In ‘Purgatorio’, me, myself and my unbearable love

Greek mythology has its share of revenge, incest, hatred, fratricide and impossible love. The walls fall and emotions run free and one has a pretty good picture of life under the will of ambitious gods and reckless heroes. If it all seems a bit exuberant, it is unbearably real and contemporary under the pen of Ariel Dorfman and the direction of Clare Stopford. By EMILY GAMBADE.

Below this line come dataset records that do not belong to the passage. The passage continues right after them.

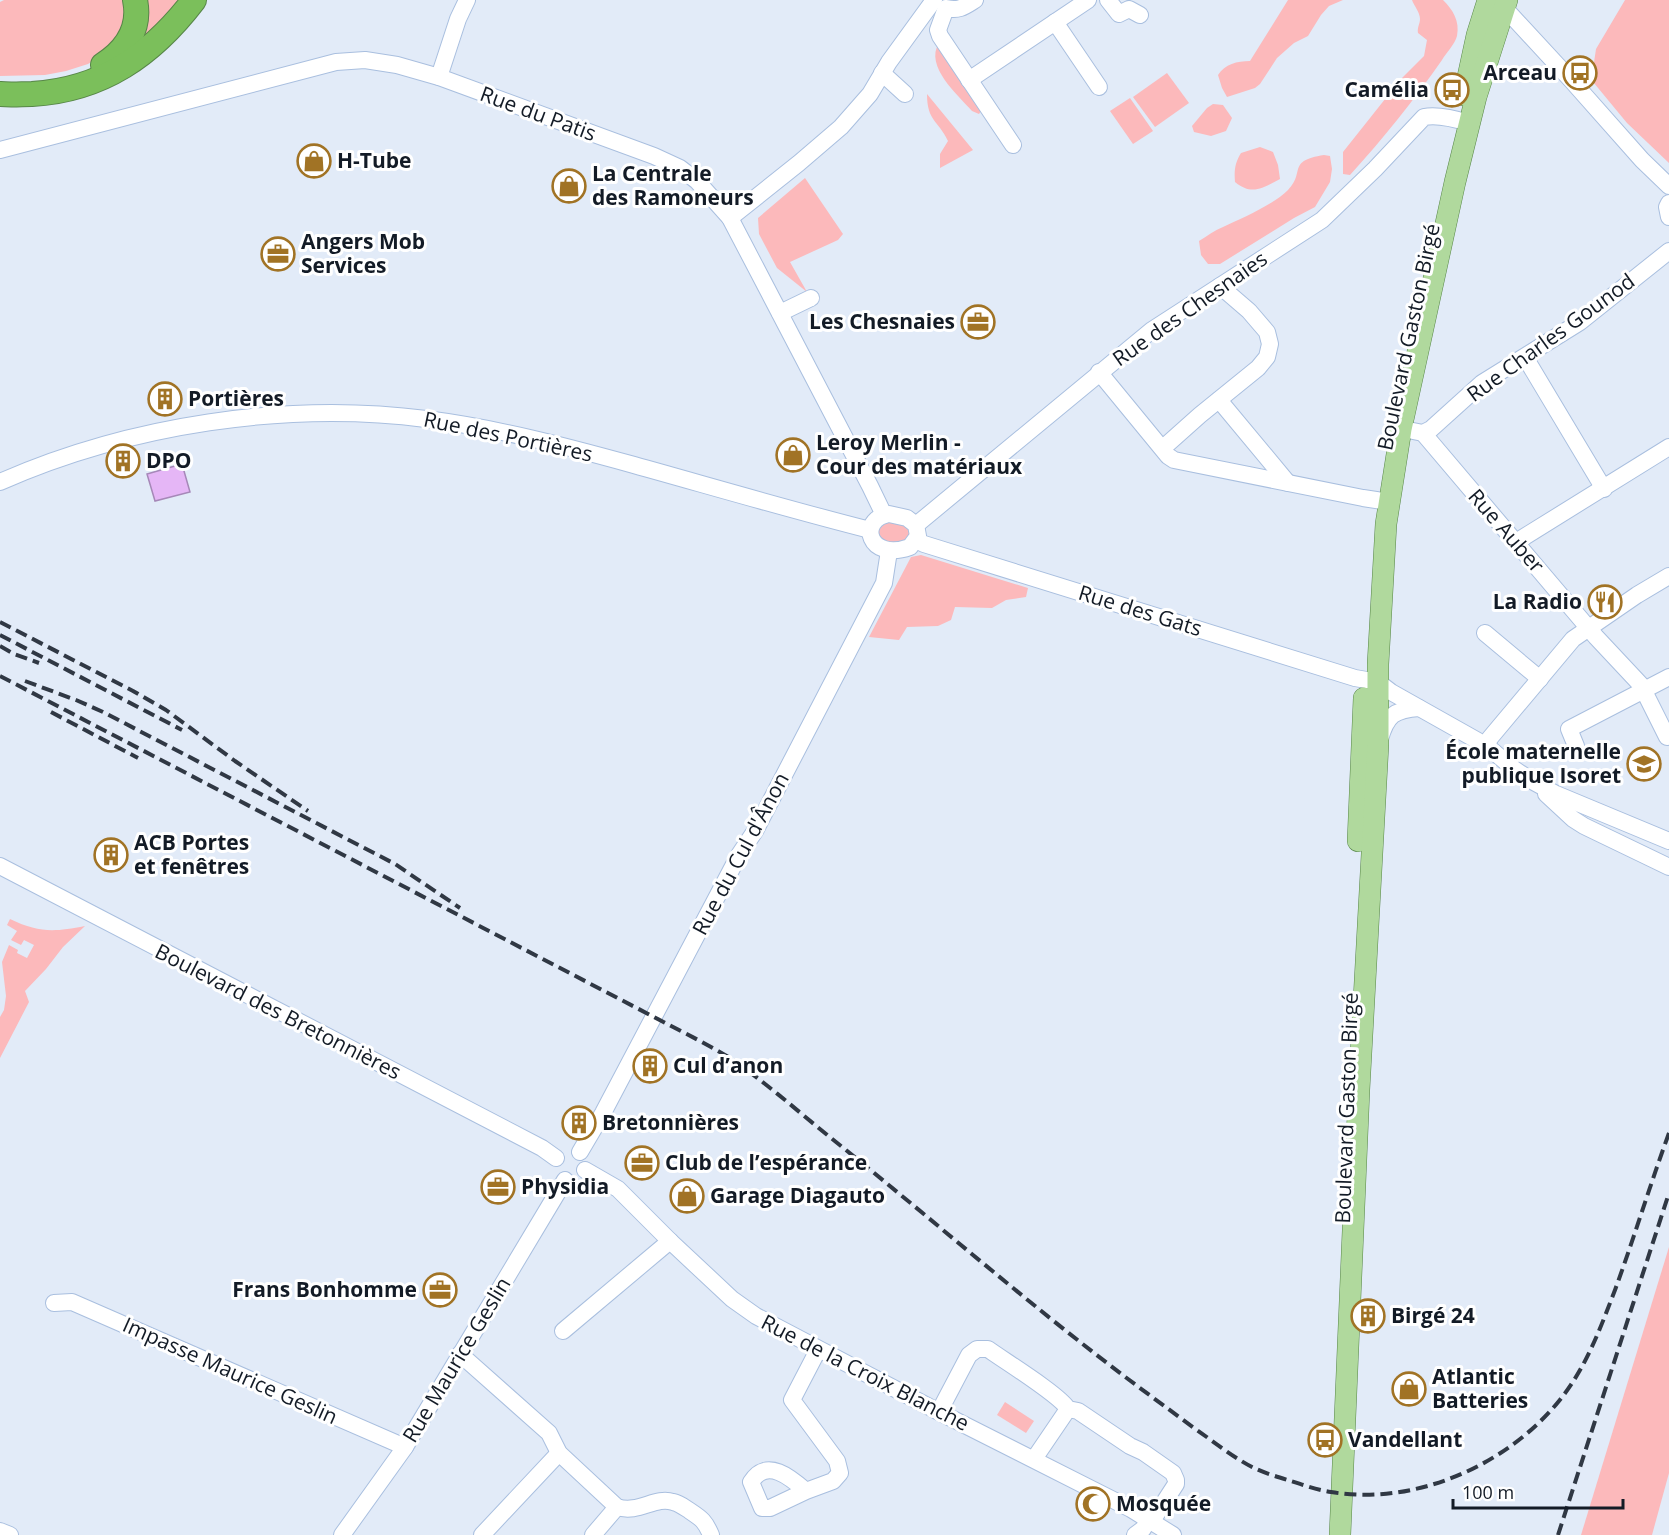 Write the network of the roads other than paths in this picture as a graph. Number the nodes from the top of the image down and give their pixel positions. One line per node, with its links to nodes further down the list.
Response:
1 (135, 0): 14 (highway)
2 (194, 0): 16 (highway)
3 (467, 0): 12 (street)
4 (975, 0): 8 (street)
5 (1088, 0): 10 (street)
6 (1108, 0): 9 (street)
7 (1499, 2): 18 (main road, Boulevard Gaston Birgé); 21 (street)
8 (940, 4): 11 (street); 13 (street)
9 (1140, 15)
10 (1056, 22): 13 (street); 15 (street)
11 (882, 73): 17 (street); 24 (street)
12 (438, 77): 20 (street, Rue du Patis); 24 (street, Rue du Patis)
13 (969, 80): 19 (street)
14 (0, 84)
15 (1100, 87)
16 (0, 94)
17 (904, 94)
18 (1464, 122): 26 (street, Rue des Chesnaies); 32 (main road, Boulevard Gaston Birgé); 39 (main road, Boulevard Gaston Birgé)
19 (1013, 145)
20 (0, 150)
21 (1669, 186)
22 (1669, 203): 23 (street)
23 (1669, 217)
24 (730, 218): 28 (street, Rue du Patis)
25 (1669, 251): 29 (street, Rue Charles Gounod)
26 (1220, 286): 30 (street, Rue des Chesnaies); 31 (street)
27 (811, 298): 28 (street)
28 (780, 313): 40 (street, Rue du Patis)
29 (1524, 357): 33 (street, Rue Charles Gounod); 38 (street)
30 (1099, 372): 35 (street); 42 (street, Rue des Chesnaies)
31 (1219, 400): 35 (street); 37 (street)
32 (1401, 429): 33 (street); 39 (main road, Boulevard Gaston Birgé)
33 (1423, 434): 43 (street, Rue Auber)
34 (1669, 447): 38 (street)
35 (1163, 448): 37 (street)
36 (0, 482): 41 (street, Rue des Portières)
37 (1288, 483): 39 (street)
38 (1604, 489): 43 (street)
39 (1382, 501): 50 (main road, Boulevard Gaston Birgé)
40 (884, 515): 41 (street); 42 (street)
41 (870, 531): 44 (street)
42 (916, 532): 44 (street); 50 (street, Rue des Gats)
43 (1516, 542): 46 (street, Rue Auber)
44 (889, 551): 61 (street, Rue du Cul d'Ânon)
45 (1669, 576): 46 (street)
46 (1589, 628): 49 (street); 51 (street, Rue Auber)
47 (1485, 633): 49 (street)
48 (1669, 677): 51 (street)
49 (1540, 679): 55 (street)
50 (1371, 681): 52 (street, Rue des Gats); 54 (main road, Boulevard Gaston Birgé); 86 (main road, Boulevard Gaston Birgé)
51 (1644, 689): 53 (street, Rue Auber); 56 (street)
52 (1419, 708): 54 (street); 55 (street, Rue des Gats)
53 (1667, 737)
54 (1378, 745): 87 (main road, Boulevard Gaston Birgé)
55 (1487, 746): 57 (street, Rue des Gats)
56 (1576, 746)
57 (1532, 782): 58 (street); 60 (street)
58 (1669, 841)
59 (0, 866): 62 (street, Boulevard des Bretonnières)
60 (1669, 867)
61 (580, 1152): 62 (street); 63 (street)
62 (556, 1158): 64 (street)
63 (585, 1170): 64 (street); 65 (street, Rue de la Croix Blanche)
64 (565, 1179): 69 (street, Rue Maurice Geslin)
65 (670, 1241): 67 (street); 68 (street, Rue de la Croix Blanche)
66 (54, 1304): 72 (street, Impasse Maurice Geslin)
67 (563, 1331)
68 (818, 1350): 71 (street, Rue de la Croix Blanche); 75 (street)
69 (460, 1354): 72 (street, Rue Maurice Geslin); 73 (street)
70 (1068, 1409): 71 (street); 74 (street); 77 (street)
71 (939, 1412): 74 (street, Rue de la Croix Blanche)
72 (405, 1447): 80 (street, Rue Maurice Geslin)
73 (559, 1453): 76 (street); 81 (street)
74 (1034, 1459): 77 (street, Rue de la Croix Blanche)
75 (806, 1491)
76 (617, 1507): 82 (street); 83 (street)
77 (1151, 1520): 84 (street); 85 (street, Rue de la Croix Blanche)
78 (0, 1531): 79 (street)
79 (10, 1535)
80 (342, 1535)
81 (482, 1535)
82 (592, 1535)
83 (711, 1535)
84 (1135, 1535)
85 (1173, 1535)
86 (1328, 1535)
87 (1340, 1535)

Mythology is this allegorical subject you discovered in Grade 10, filled with heroes, journeys to the Underworld and very angry gods throwing tantrums and curses at each other. Interestingly, it has also been the basis of modern psychoanalysis, and thanks to, among others, Freud and Jung, it helped  map our busy and unsettled psyches. The archetypes developed in myths, showing unrestricted emotions and behaviours, paint a picture of what it means to… well, to go completely mad. Not that all characters depicted in myths are on the verge of insanity, but let’s just say they don’t bend to the same Constitution as the one in effect in South Africa, hence some kind of unrestricted pathological behaviours and almost apocalyptic chaos.

But here we are, in our civilised world, and one can wonder how to relate to some old stories of revenge and infanticide, apart from being horrified and waiting for the headlines in the morning papers. Well, myths are, as terrifying as this may sound, very relevant to our modern world and can even help us, should we be willing to give it a go, reflect on our deepest, darkest emotions.

“Purgatorio” is based on the tragic myth of Jason and Medea. To cut the story short, this is about the jealousy and revenge of a woman betrayed by her husband. Medea left her father’s home for Jason’s sake, gave him two kids and all would have ended sweet and nicely had the King Creon not offered his daughter Glauce to Jason, as a younger potential spouse. Of course, Jason can’t really refuse and risk displeasing the King. Complicated? And it’s only the start. So off he goes to his new life, leaving Medea as a fresh bachelorette. But the woman is known for her violent temper and excessive sentiments and in revenge, she poisons the new bride and murders the two children she had borne to Jason. Disproportionate, surely, but you wouldn’t want to mess with a Greek enchantress.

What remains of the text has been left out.